• EXERCISE BRIEF
Restate the records below word for word.

[Saved data entries]

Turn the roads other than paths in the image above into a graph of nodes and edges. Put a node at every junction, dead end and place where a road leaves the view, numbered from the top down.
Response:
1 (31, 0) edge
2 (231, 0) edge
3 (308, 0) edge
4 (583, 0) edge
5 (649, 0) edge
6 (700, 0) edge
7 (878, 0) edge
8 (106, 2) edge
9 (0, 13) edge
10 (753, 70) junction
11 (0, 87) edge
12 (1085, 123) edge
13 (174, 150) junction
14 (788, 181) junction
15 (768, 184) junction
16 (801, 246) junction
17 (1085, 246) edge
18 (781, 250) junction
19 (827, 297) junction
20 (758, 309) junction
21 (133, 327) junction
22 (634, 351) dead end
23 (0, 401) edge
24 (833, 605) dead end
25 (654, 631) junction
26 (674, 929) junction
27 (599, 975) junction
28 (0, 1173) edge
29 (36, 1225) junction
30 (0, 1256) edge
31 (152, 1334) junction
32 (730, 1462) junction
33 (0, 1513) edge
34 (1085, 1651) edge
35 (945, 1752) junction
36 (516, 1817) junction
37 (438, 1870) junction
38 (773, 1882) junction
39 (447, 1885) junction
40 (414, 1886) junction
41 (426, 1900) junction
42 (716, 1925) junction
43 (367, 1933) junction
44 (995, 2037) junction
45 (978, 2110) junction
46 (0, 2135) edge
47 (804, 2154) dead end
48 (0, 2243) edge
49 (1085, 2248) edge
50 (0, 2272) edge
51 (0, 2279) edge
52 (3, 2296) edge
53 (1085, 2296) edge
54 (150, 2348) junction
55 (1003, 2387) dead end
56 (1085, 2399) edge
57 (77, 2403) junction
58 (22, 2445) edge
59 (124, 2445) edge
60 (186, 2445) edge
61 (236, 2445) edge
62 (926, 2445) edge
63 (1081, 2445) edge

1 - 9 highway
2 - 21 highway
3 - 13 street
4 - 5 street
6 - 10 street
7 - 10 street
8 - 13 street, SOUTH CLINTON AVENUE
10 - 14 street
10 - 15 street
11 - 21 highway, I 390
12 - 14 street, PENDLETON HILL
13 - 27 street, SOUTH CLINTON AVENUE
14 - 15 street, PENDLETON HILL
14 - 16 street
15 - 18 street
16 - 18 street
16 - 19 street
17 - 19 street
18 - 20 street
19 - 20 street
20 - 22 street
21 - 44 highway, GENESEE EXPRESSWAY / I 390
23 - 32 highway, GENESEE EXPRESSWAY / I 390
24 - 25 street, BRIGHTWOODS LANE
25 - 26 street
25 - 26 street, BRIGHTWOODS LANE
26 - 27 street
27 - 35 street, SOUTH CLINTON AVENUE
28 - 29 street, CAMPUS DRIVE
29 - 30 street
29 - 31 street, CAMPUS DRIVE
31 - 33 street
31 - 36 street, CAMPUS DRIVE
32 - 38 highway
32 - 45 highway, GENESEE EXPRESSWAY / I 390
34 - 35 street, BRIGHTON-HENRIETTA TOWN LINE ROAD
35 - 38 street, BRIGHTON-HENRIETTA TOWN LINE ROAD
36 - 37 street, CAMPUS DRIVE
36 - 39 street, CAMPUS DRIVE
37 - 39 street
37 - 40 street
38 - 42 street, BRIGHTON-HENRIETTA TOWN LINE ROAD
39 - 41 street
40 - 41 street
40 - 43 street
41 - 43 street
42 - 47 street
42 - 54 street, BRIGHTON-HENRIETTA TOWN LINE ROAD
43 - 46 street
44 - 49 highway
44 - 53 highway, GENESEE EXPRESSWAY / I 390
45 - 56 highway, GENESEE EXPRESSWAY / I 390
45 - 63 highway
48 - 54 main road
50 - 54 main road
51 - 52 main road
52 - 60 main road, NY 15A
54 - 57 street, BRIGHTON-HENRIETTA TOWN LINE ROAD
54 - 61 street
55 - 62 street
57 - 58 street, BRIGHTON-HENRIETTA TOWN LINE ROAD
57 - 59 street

• EXERCISE ANSWER
Turn the roads other than paths in the image above into a graph of nodes and edges. Put a node at every junction, dead end and place where a road leaves the view, numbered from the top down.
Response:
1 (31, 0) edge
2 (231, 0) edge
3 (308, 0) edge
4 (583, 0) edge
5 (649, 0) edge
6 (700, 0) edge
7 (878, 0) edge
8 (106, 2) edge
9 (0, 13) edge
10 (753, 70) junction
11 (0, 87) edge
12 (1085, 123) edge
13 (174, 150) junction
14 (788, 181) junction
15 (768, 184) junction
16 (801, 246) junction
17 (1085, 246) edge
18 (781, 250) junction
19 (827, 297) junction
20 (758, 309) junction
21 (133, 327) junction
22 (634, 351) dead end
23 (0, 401) edge
24 (833, 605) dead end
25 (654, 631) junction
26 (674, 929) junction
27 (599, 975) junction
28 (0, 1173) edge
29 (36, 1225) junction
30 (0, 1256) edge
31 (152, 1334) junction
32 (730, 1462) junction
33 (0, 1513) edge
34 (1085, 1651) edge
35 (945, 1752) junction
36 (516, 1817) junction
37 (438, 1870) junction
38 (773, 1882) junction
39 (447, 1885) junction
40 (414, 1886) junction
41 (426, 1900) junction
42 (716, 1925) junction
43 (367, 1933) junction
44 (995, 2037) junction
45 (978, 2110) junction
46 (0, 2135) edge
47 (804, 2154) dead end
48 (0, 2243) edge
49 (1085, 2248) edge
50 (0, 2272) edge
51 (0, 2279) edge
52 (3, 2296) edge
53 (1085, 2296) edge
54 (150, 2348) junction
55 (1003, 2387) dead end
56 (1085, 2399) edge
57 (77, 2403) junction
58 (22, 2445) edge
59 (124, 2445) edge
60 (186, 2445) edge
61 (236, 2445) edge
62 (926, 2445) edge
63 (1081, 2445) edge

1 - 9 highway
2 - 21 highway
3 - 13 street
4 - 5 street
6 - 10 street
7 - 10 street
8 - 13 street, SOUTH CLINTON AVENUE
10 - 14 street
10 - 15 street
11 - 21 highway, I 390
12 - 14 street, PENDLETON HILL
13 - 27 street, SOUTH CLINTON AVENUE
14 - 15 street, PENDLETON HILL
14 - 16 street
15 - 18 street
16 - 18 street
16 - 19 street
17 - 19 street
18 - 20 street
19 - 20 street
20 - 22 street
21 - 44 highway, GENESEE EXPRESSWAY / I 390
23 - 32 highway, GENESEE EXPRESSWAY / I 390
24 - 25 street, BRIGHTWOODS LANE
25 - 26 street
25 - 26 street, BRIGHTWOODS LANE
26 - 27 street
27 - 35 street, SOUTH CLINTON AVENUE
28 - 29 street, CAMPUS DRIVE
29 - 30 street
29 - 31 street, CAMPUS DRIVE
31 - 33 street
31 - 36 street, CAMPUS DRIVE
32 - 38 highway
32 - 45 highway, GENESEE EXPRESSWAY / I 390
34 - 35 street, BRIGHTON-HENRIETTA TOWN LINE ROAD
35 - 38 street, BRIGHTON-HENRIETTA TOWN LINE ROAD
36 - 37 street, CAMPUS DRIVE
36 - 39 street, CAMPUS DRIVE
37 - 39 street
37 - 40 street
38 - 42 street, BRIGHTON-HENRIETTA TOWN LINE ROAD
39 - 41 street
40 - 41 street
40 - 43 street
41 - 43 street
42 - 47 street
42 - 54 street, BRIGHTON-HENRIETTA TOWN LINE ROAD
43 - 46 street
44 - 49 highway
44 - 53 highway, GENESEE EXPRESSWAY / I 390
45 - 56 highway, GENESEE EXPRESSWAY / I 390
45 - 63 highway
48 - 54 main road
50 - 54 main road
51 - 52 main road
52 - 60 main road, NY 15A
54 - 57 street, BRIGHTON-HENRIETTA TOWN LINE ROAD
54 - 61 street
55 - 62 street
57 - 58 street, BRIGHTON-HENRIETTA TOWN LINE ROAD
57 - 59 street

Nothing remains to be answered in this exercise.